Le second volume rassemble les planches photographiques, ainsi que quelques annexes. Les photographies sont de qualité et suffisamment nombreuses. De plus l’appareil iconographique est enrichi de plusieurs ortho-photographies de pavements, réalisées dans le cadre du programme DHER de l’Università di Bologna (A. Coralini dir.) qui réalise un inventaire photogrammétrique de tous les enduits peints et pavements ornés d’Herculanum[1]. La publication de ces documents, généreusement concédée par les responsables du programme DHER, contribue énormément à la qualité scientifique du volume de planches.
Le lecteur regrettera toutefois, d’un point de vue pratique, que les planches (vol. II) soient assez mal articulées avec le volume de catalogue et de synthèse (vol. I). En effet, les figures (qui suivent les numéros du catalogue et donc le classement topographique des habitations) ne sont pas proposées dans l’ordre numérique, mais selon des regroupements analogiques. Cette mise en page est utile et intéressante, et permet de rendre compte efficacement des rapprochements typologiques. En revanche, il manque une table de concordance figure-planche, qui permette de retrouver rapidement, à la lecture des synthèses, le numéro de planche où est publiée la figure. Dans l’état, on est obligé de revenir au catalogue pour trouver le numéro de planche, ce qui rompt la fluidité de la lecture des synthèses.
Cette monographie comble une importante lacune dans les études sur la cité d’Herculanum. Jusqu’ici, il n’existait aucun inventaire systématique des revêtements de sol de ce site enseveli lors de l’éruption du Vésuve de 79 p. C.. Tous les pavements et revêtements pariétaux « non peints » (placages de marbre, mosaïques pariétales) y sont répertoriés, de manière systématique. Seule manque la villa dei Papiri, qui n’était pas accessible au moment de l’inventaire.

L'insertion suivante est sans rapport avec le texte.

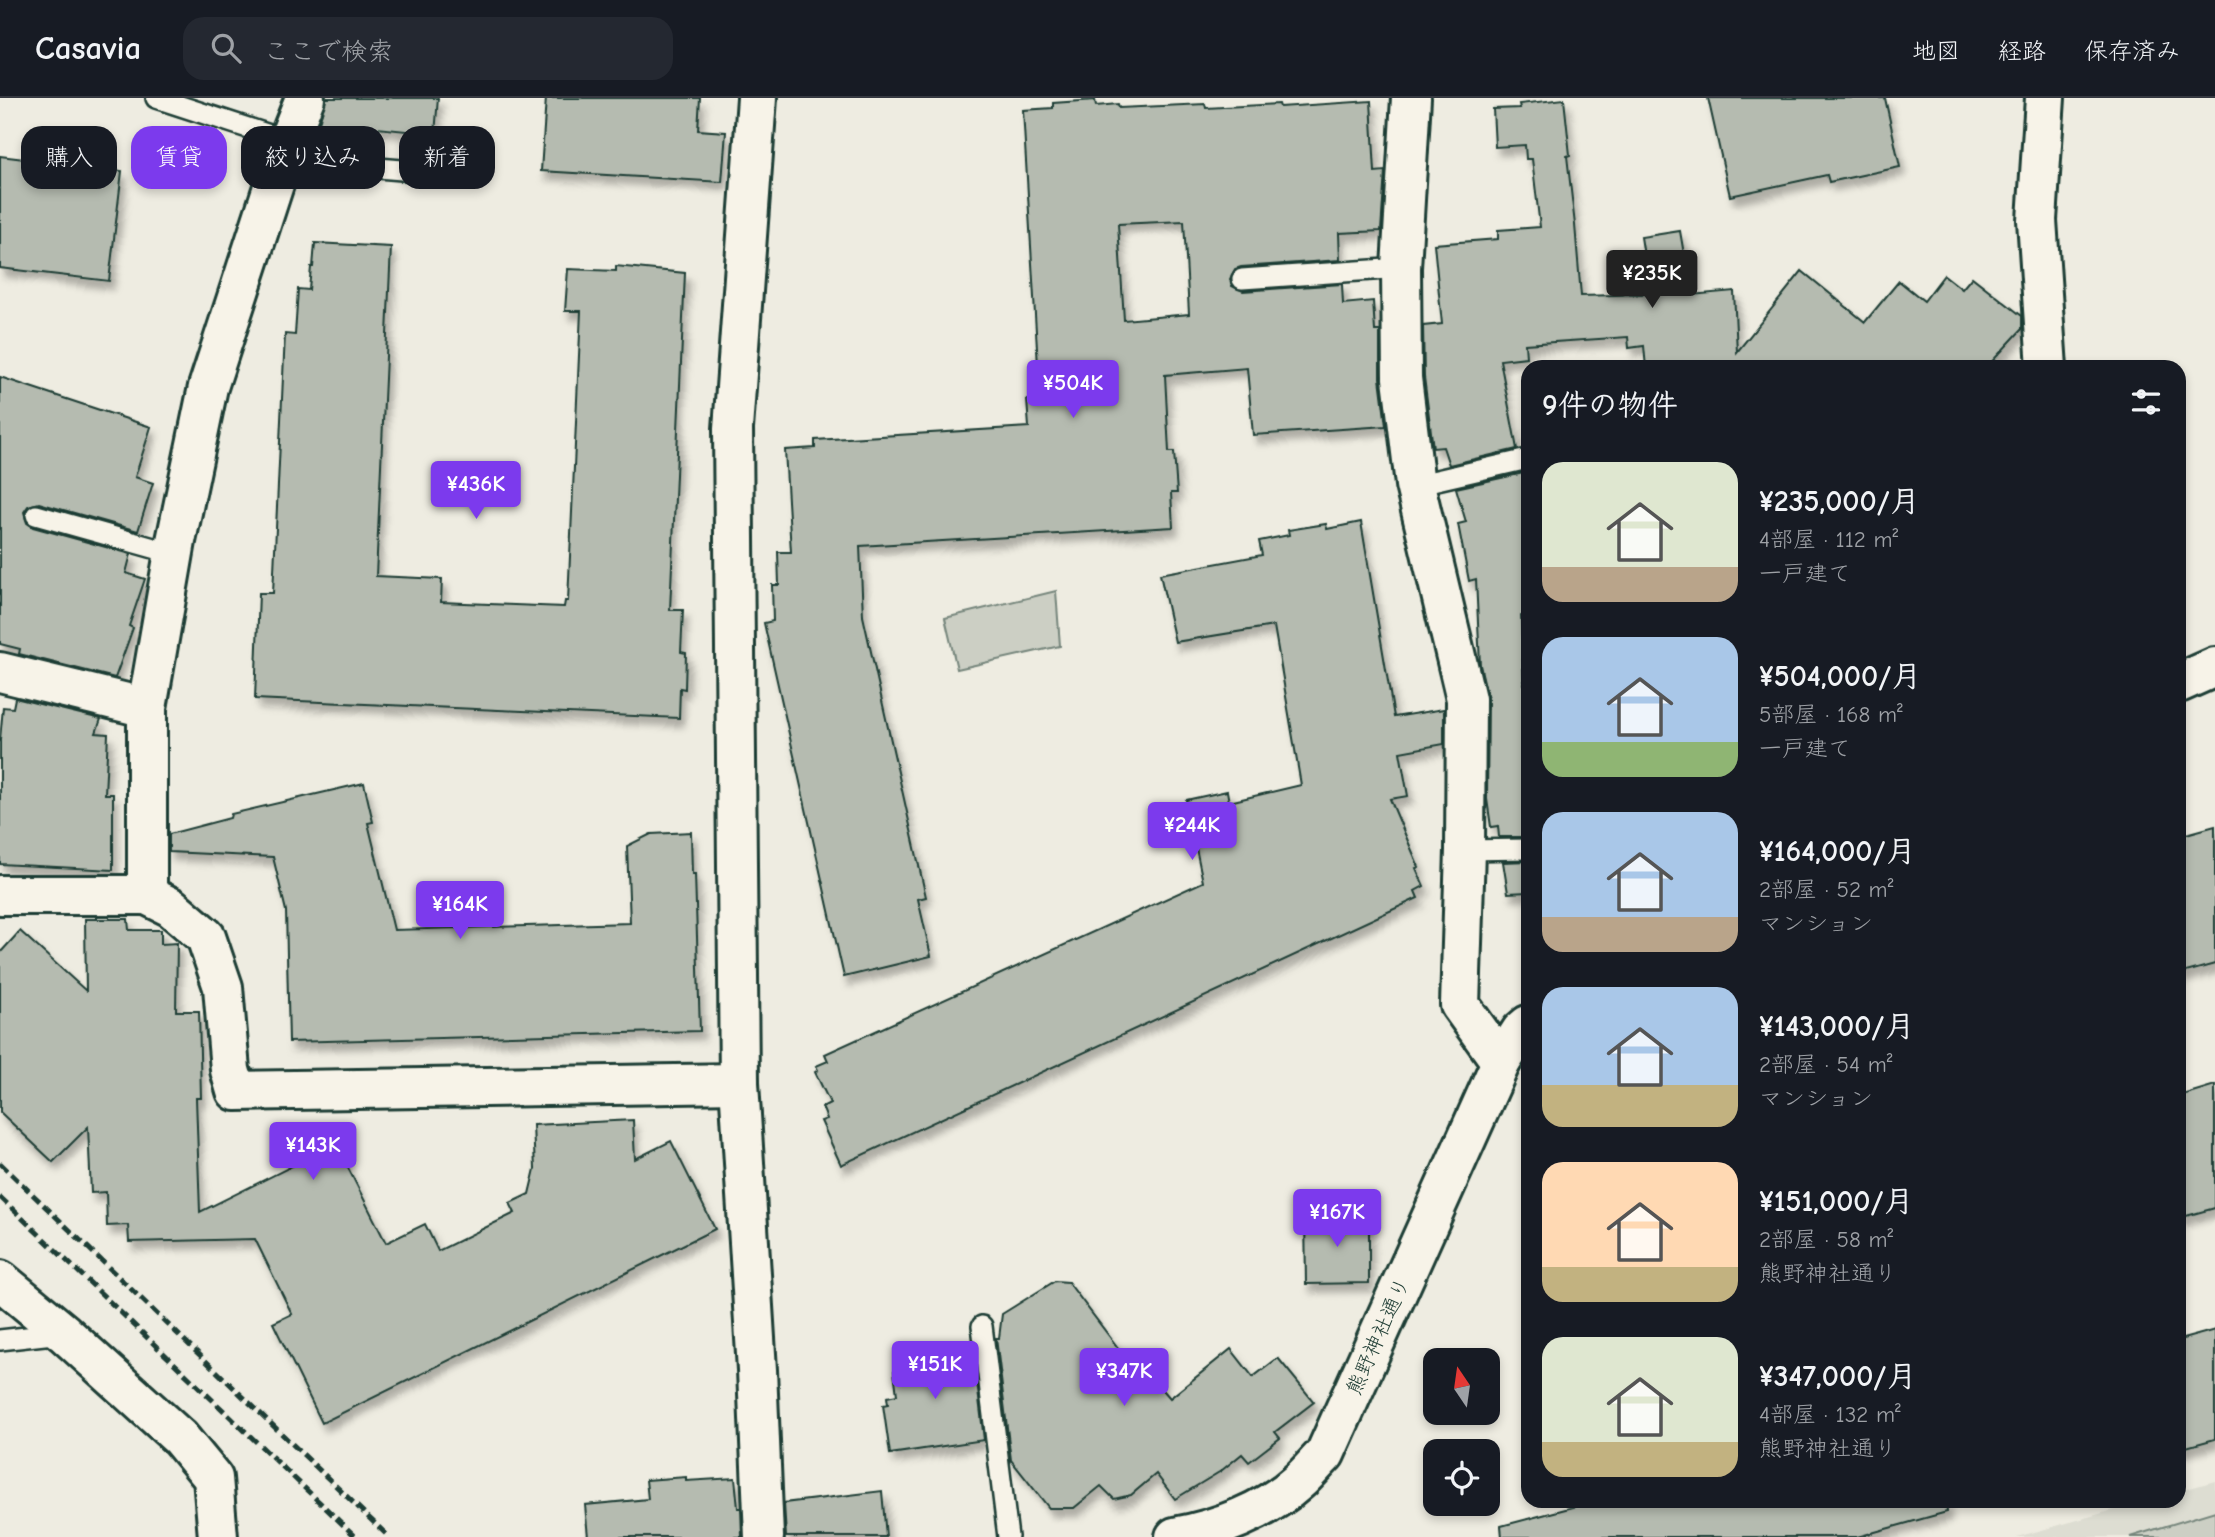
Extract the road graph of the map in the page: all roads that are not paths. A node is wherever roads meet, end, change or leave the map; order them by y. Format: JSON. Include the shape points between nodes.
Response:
{"nodes":[{"id":1,"x":156,"y":98,"type":"edge"},
{"id":2,"x":305,"y":98,"type":"edge"},
{"id":3,"x":757,"y":98,"type":"edge"},
{"id":4,"x":1411,"y":98,"type":"edge"},
{"id":5,"x":2045,"y":98,"type":"edge"},
{"id":6,"x":294,"y":126,"type":"edge"},
{"id":7,"x":241,"y":132,"type":"edge"},
{"id":8,"x":272,"y":189,"type":"edge"},
{"id":9,"x":1401,"y":268,"type":"junction"},
{"id":10,"x":1242,"y":279,"type":"dead end"},
{"id":11,"x":2046,"y":360,"type":"edge"},
{"id":12,"x":1521,"y":461,"type":"edge"},
{"id":13,"x":1415,"y":485,"type":"junction"},
{"id":14,"x":36,"y":515,"type":"dead end"},
{"id":15,"x":175,"y":554,"type":"junction"},
{"id":16,"x":2215,"y":667,"type":"edge"},
{"id":17,"x":0,"y":672,"type":"edge"},
{"id":18,"x":2186,"y":680,"type":"edge"},
{"id":19,"x":147,"y":708,"type":"junction"},
{"id":20,"x":1521,"y":849,"type":"edge"},
{"id":21,"x":1465,"y":850,"type":"junction"},
{"id":22,"x":0,"y":895,"type":"edge"},
{"id":23,"x":147,"y":895,"type":"junction"},
{"id":24,"x":1521,"y":1031,"type":"edge"},
{"id":25,"x":1501,"y":1062,"type":"junction"},
{"id":26,"x":739,"y":1083,"type":"junction"},
{"id":27,"x":0,"y":1280,"type":"edge"},
{"id":28,"x":982,"y":1326,"type":"dead end"},
{"id":29,"x":64,"y":1333,"type":"junction"},
{"id":30,"x":0,"y":1340,"type":"edge"},
{"id":31,"x":218,"y":1537,"type":"edge"},
{"id":32,"x":764,"y":1537,"type":"edge"},
{"id":33,"x":1008,"y":1537,"type":"edge"},
{"id":34,"x":1175,"y":1537,"type":"edge"}],
"edges":[{"from":1,"to":7,"type":"lane"},
{"from":2,"to":6,"type":"street"},
{"from":3,"to":26,"type":"street","via":[[733,429]]},
{"from":4,"to":9,"type":"street"},
{"from":5,"to":11,"type":"street","via":[[2036,220]]},
{"from":8,"to":15,"type":"street","via":[[208,387]]},
{"from":9,"to":10,"type":"lane"},
{"from":9,"to":13,"type":"street","via":[[1402,378]]},
{"from":12,"to":13,"type":"lane"},
{"from":13,"to":21,"type":"street","via":[[1466,699]]},
{"from":14,"to":15,"type":"lane"},
{"from":15,"to":19,"type":"street"},
{"from":16,"to":18,"type":"street"},
{"from":17,"to":19,"type":"street"},
{"from":19,"to":23,"type":"street"},
{"from":20,"to":21,"type":"lane"},
{"from":21,"to":25,"type":"street","via":[[1460,1005]]},
{"from":22,"to":23,"type":"street"},
{"from":23,"to":26,"type":"street","via":[[172,907],[206,937],[223,987],[236,1091]]},
{"from":24,"to":25,"type":"street","name":"熊野神社通り"},
{"from":25,"to":34,"type":"street","name":"熊野神社通り","via":[[1325,1454],[1297,1483],[1258,1509],[1206,1531]]},
{"from":26,"to":32,"type":"street"},
{"from":27,"to":29,"type":"street"},
{"from":28,"to":33,"type":"lane"},
{"from":29,"to":30,"type":"lane"},
{"from":29,"to":31,"type":"street","via":[[180,1438],[213,1478]]}]}
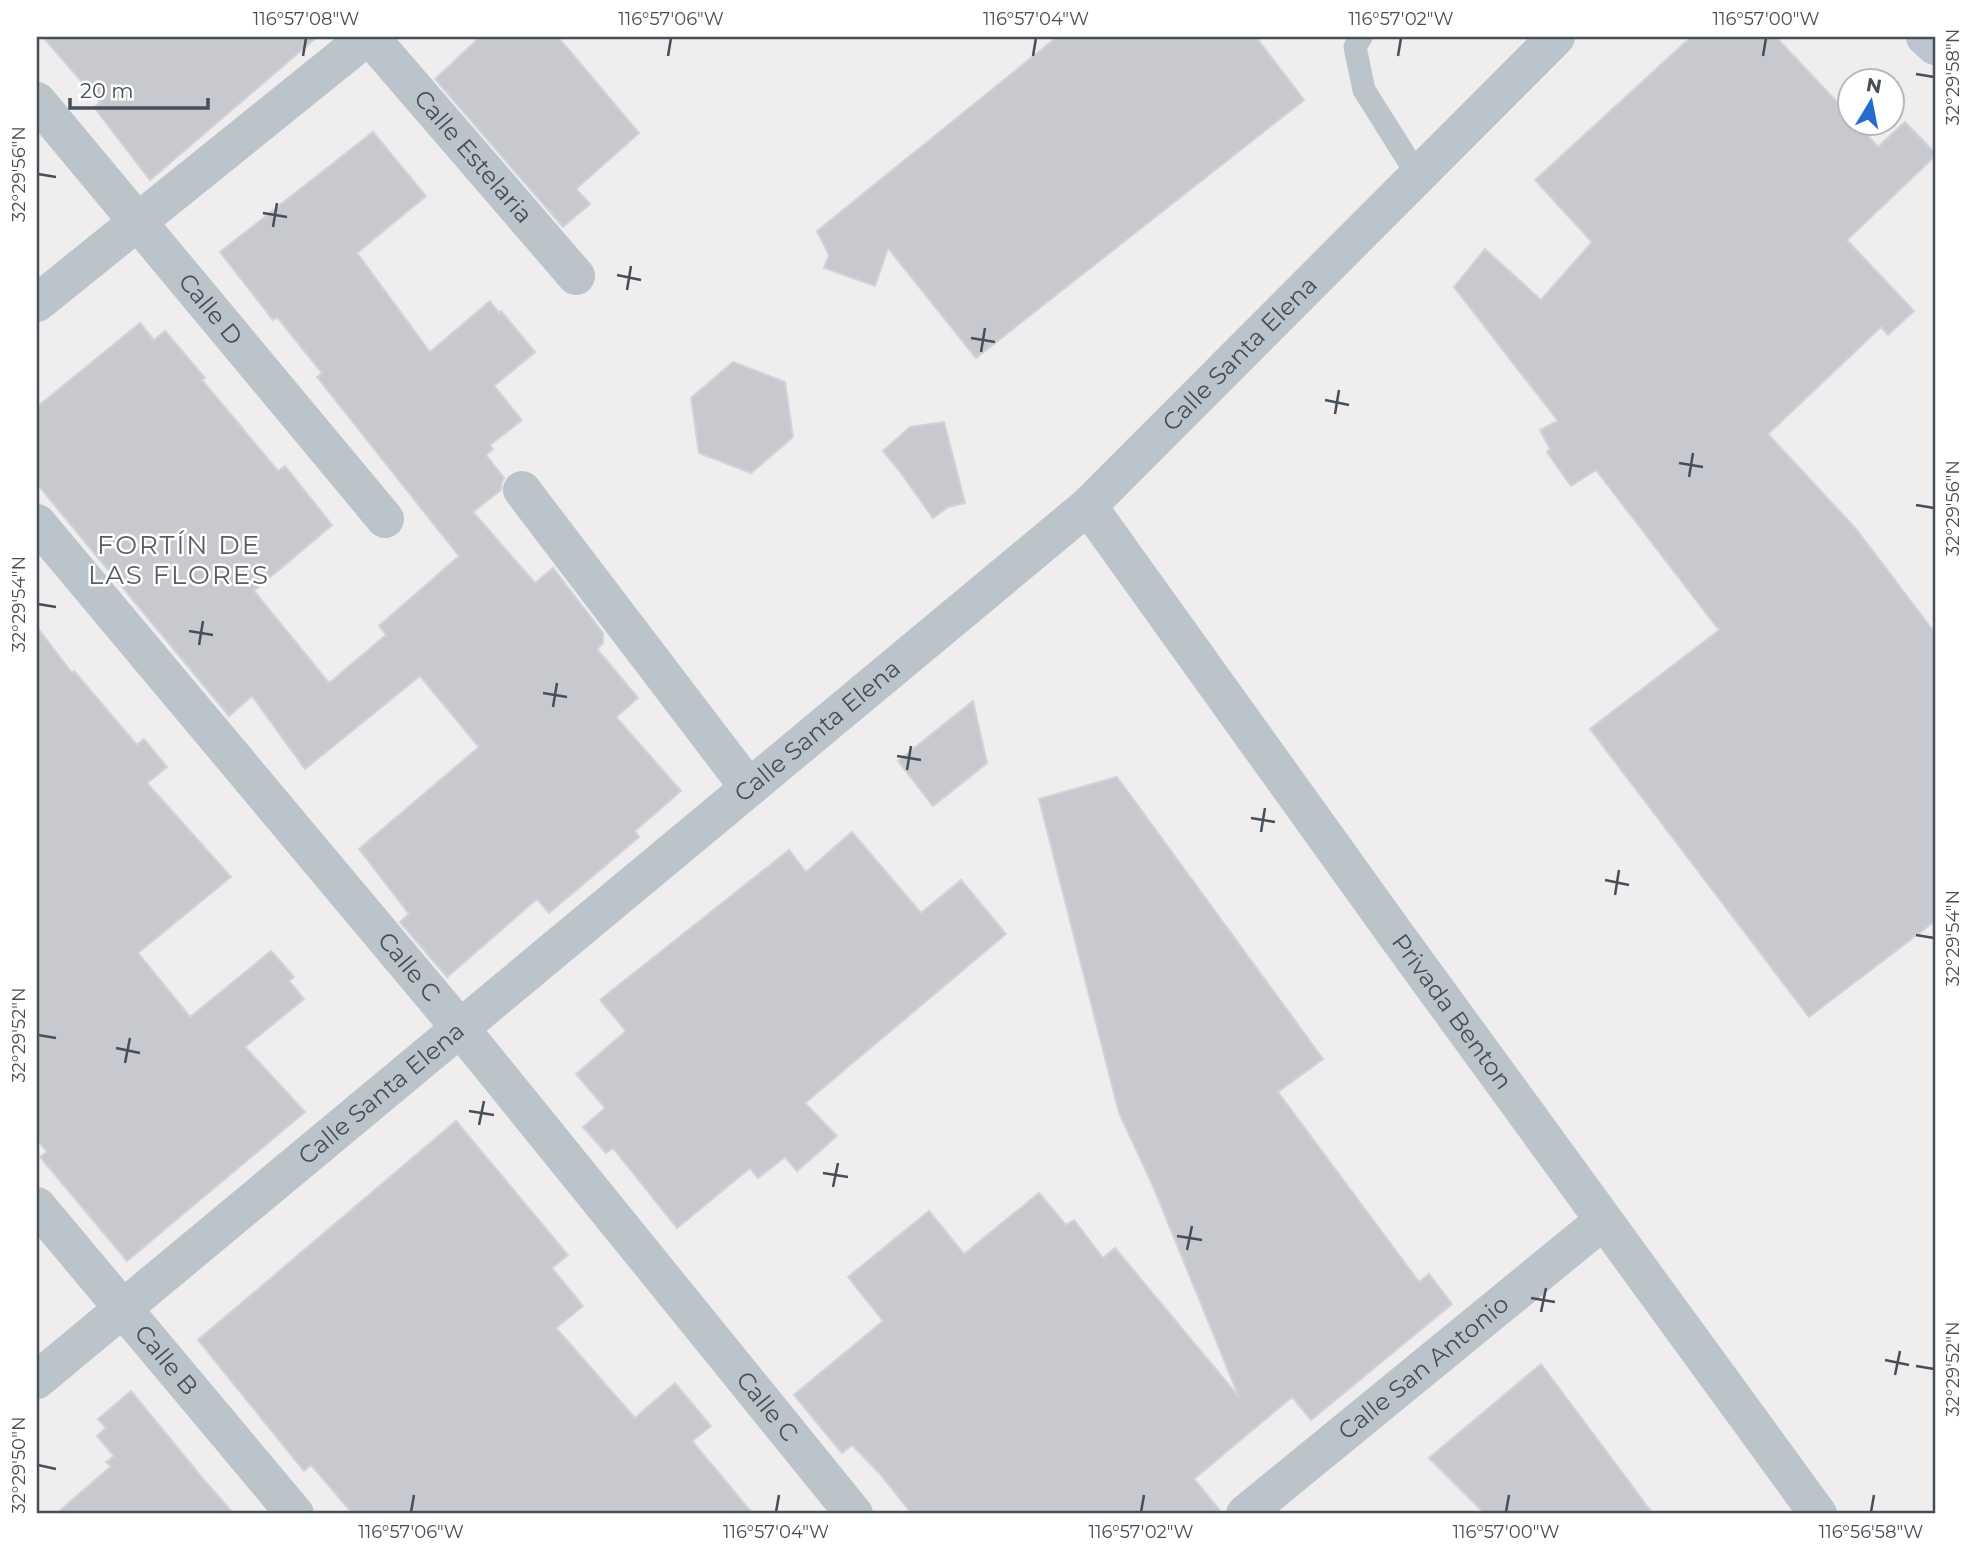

Le catalogue (vol. I) est organisé par insula, puis maison par maison. Quarante-deux édifices sont ainsi présentés, sous la forme d’une longue « fiche ». Chacune offre un inventaire de tous les pavements et revêtements pariétaux non picturaux conservés. Quand un sol est détruit, ou de fabrication moderne, il n’est pas mentionné. La présentation de chaque maison est organisée de la même manière. D’abord un plan, redessiné par une collaboratrice du volume, d’après les plans officiels confiés à l’équipe par la Direction du site d’Herculanum. Ensuite une brève présentation des données publiées sur l’histoire architecturale de la maison. Suit la présentation d’une fiche par pièce/sol selon une numérotation continue depuis le début du volume. Elle commence par une brève description matérielle du pavement. Tous les matériaux sont identifiés par observation directe, aucune analyse archéométrique n’ayant été entreprise, ainsi que le précisent les auteurs (p. 20-22 pour la justification des modalités de rédaction des fiches). Cette description matérielle est assortie de remarques sur l’état de conservation et la présence d’éventuelles restaurations.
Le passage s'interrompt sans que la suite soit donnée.